## [Activity]
For the listing below, how many lines contain the word "wrist"? Answer with only that figure.

======== Supplied material ========

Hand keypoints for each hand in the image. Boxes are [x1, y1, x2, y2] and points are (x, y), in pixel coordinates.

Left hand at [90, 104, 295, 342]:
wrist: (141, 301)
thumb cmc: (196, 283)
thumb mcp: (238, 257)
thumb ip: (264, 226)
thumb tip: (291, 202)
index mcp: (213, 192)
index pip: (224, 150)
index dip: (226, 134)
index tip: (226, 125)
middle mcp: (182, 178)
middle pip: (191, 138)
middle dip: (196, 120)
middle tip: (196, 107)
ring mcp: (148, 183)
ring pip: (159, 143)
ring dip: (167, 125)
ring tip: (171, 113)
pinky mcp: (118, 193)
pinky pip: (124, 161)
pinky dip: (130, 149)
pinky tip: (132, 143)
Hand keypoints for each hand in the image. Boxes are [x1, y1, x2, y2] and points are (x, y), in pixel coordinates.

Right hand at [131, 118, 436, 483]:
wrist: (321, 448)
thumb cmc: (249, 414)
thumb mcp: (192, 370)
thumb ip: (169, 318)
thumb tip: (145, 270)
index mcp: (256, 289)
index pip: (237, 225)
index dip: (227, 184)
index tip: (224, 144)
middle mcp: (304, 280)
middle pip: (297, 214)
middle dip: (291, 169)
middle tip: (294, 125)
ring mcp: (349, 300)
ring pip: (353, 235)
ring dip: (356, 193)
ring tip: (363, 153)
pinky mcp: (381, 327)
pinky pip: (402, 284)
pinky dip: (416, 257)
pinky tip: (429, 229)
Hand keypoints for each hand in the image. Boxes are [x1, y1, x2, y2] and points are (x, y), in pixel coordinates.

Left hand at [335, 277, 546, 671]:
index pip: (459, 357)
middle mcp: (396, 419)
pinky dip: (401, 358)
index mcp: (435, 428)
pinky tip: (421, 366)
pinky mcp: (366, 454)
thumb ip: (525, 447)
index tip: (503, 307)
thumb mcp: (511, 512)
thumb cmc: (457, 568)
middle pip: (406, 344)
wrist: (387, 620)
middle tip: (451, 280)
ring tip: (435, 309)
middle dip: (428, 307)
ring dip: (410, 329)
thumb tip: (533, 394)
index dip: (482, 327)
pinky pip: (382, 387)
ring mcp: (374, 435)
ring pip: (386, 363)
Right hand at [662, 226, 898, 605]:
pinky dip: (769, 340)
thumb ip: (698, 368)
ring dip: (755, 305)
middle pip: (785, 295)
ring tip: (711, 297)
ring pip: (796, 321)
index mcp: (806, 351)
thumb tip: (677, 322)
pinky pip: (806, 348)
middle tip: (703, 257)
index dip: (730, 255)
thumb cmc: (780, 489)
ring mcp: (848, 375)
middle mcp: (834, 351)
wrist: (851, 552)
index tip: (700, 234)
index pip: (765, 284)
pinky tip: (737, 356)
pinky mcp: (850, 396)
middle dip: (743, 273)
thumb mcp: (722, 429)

========
======== Supplied material ========

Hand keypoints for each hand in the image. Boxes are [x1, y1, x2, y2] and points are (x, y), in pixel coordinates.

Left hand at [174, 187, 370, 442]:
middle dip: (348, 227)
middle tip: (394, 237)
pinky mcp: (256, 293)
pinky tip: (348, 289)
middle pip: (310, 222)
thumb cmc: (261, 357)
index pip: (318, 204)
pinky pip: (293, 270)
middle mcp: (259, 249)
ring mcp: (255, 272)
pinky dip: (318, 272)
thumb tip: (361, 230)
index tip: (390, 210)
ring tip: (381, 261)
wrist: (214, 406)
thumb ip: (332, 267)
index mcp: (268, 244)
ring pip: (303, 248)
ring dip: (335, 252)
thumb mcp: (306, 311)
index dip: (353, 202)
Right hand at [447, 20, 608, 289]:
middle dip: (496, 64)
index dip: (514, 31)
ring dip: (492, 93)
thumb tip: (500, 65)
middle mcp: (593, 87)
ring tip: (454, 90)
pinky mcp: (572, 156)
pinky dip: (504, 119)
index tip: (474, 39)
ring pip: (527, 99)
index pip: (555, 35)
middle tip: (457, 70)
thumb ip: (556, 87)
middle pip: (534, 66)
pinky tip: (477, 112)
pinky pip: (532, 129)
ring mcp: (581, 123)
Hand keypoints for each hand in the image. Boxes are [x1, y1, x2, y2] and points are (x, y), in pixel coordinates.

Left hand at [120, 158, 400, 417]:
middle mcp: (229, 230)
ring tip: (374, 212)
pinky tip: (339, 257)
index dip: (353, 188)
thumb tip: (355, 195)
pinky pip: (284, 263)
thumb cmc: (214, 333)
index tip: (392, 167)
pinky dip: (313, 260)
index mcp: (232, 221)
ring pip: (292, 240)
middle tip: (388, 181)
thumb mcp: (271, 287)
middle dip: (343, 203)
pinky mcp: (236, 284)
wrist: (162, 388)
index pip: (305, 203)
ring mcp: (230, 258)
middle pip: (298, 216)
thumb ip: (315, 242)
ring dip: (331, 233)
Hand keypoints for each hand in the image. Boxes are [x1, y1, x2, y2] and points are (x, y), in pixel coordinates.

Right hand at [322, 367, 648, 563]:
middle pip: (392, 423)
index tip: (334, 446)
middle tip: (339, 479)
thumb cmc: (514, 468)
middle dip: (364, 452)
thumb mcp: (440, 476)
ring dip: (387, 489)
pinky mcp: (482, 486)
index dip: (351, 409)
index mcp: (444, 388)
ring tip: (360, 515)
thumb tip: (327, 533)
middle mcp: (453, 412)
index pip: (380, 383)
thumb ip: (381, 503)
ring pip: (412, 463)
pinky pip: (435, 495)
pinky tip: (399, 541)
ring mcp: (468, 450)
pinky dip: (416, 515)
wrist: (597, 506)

========
======== Supplied material ========

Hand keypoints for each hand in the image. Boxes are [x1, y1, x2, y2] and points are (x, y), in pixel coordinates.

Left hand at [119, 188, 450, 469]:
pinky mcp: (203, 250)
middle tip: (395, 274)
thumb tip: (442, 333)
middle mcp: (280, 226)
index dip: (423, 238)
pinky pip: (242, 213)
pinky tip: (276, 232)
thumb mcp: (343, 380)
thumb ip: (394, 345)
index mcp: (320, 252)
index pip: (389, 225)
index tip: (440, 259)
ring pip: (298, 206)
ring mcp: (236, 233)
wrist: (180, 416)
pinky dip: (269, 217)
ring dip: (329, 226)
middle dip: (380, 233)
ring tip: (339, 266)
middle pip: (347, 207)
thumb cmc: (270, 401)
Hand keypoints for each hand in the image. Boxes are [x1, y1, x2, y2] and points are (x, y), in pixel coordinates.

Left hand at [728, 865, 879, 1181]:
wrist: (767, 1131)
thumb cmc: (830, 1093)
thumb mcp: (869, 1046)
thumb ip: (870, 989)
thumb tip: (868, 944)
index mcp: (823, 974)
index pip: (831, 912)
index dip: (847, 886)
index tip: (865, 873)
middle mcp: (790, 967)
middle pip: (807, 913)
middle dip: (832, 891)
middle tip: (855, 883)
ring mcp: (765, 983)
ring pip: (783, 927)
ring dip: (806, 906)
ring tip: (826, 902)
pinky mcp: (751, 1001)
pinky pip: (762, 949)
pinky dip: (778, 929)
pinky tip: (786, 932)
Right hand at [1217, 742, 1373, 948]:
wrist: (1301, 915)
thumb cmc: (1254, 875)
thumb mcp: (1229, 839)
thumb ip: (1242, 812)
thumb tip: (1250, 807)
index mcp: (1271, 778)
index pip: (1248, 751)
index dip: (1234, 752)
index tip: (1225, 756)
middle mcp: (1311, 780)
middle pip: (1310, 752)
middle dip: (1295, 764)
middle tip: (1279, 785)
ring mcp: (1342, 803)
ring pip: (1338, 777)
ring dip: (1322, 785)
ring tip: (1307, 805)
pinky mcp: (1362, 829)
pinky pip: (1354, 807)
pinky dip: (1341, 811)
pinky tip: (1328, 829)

========

## [Answer box]
10